● Data for this task
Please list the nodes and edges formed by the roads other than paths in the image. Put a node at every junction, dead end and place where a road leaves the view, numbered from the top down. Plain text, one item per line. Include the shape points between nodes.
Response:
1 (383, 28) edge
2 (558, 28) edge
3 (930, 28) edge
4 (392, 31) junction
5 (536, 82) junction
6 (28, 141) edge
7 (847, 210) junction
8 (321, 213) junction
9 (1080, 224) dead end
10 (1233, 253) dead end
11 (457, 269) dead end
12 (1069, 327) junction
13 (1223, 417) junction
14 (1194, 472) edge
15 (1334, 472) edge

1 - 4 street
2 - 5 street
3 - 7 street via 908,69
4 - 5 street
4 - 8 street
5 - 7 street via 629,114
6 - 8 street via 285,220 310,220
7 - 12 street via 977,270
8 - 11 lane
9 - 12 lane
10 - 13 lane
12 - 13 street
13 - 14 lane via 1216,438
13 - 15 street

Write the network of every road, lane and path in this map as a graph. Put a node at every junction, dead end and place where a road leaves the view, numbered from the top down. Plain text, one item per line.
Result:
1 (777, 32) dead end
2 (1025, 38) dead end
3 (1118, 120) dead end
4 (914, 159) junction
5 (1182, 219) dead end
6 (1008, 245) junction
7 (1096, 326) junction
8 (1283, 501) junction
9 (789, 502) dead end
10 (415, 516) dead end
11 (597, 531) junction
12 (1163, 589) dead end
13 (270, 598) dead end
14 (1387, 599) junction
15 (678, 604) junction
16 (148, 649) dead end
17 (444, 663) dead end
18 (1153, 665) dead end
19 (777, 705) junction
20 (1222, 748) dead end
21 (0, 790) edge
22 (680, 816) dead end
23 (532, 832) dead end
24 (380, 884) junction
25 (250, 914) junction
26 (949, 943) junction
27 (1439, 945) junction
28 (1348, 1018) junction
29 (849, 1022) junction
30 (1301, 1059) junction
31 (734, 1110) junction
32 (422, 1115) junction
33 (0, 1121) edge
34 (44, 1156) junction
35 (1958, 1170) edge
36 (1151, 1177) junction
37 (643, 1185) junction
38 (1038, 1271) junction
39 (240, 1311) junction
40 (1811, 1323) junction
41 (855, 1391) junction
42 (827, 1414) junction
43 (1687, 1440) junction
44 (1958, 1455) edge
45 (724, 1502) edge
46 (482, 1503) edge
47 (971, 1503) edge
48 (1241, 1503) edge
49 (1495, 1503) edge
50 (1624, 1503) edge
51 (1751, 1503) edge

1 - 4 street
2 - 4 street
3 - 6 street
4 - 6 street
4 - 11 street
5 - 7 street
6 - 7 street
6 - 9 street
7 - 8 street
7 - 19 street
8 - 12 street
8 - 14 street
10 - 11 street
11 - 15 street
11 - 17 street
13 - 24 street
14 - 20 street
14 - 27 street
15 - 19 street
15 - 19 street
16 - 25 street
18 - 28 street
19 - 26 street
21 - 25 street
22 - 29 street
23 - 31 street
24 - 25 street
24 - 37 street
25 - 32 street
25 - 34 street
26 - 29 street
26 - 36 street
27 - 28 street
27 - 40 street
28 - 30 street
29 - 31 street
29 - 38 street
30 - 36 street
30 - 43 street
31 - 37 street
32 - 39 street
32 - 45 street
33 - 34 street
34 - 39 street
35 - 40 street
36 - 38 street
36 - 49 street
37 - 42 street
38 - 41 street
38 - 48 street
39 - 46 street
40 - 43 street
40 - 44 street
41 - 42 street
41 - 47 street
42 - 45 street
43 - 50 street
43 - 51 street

● Exercise objective
Where a line in the records above contains "view", include it in the count, and give only that number.

● Solution to the problem
2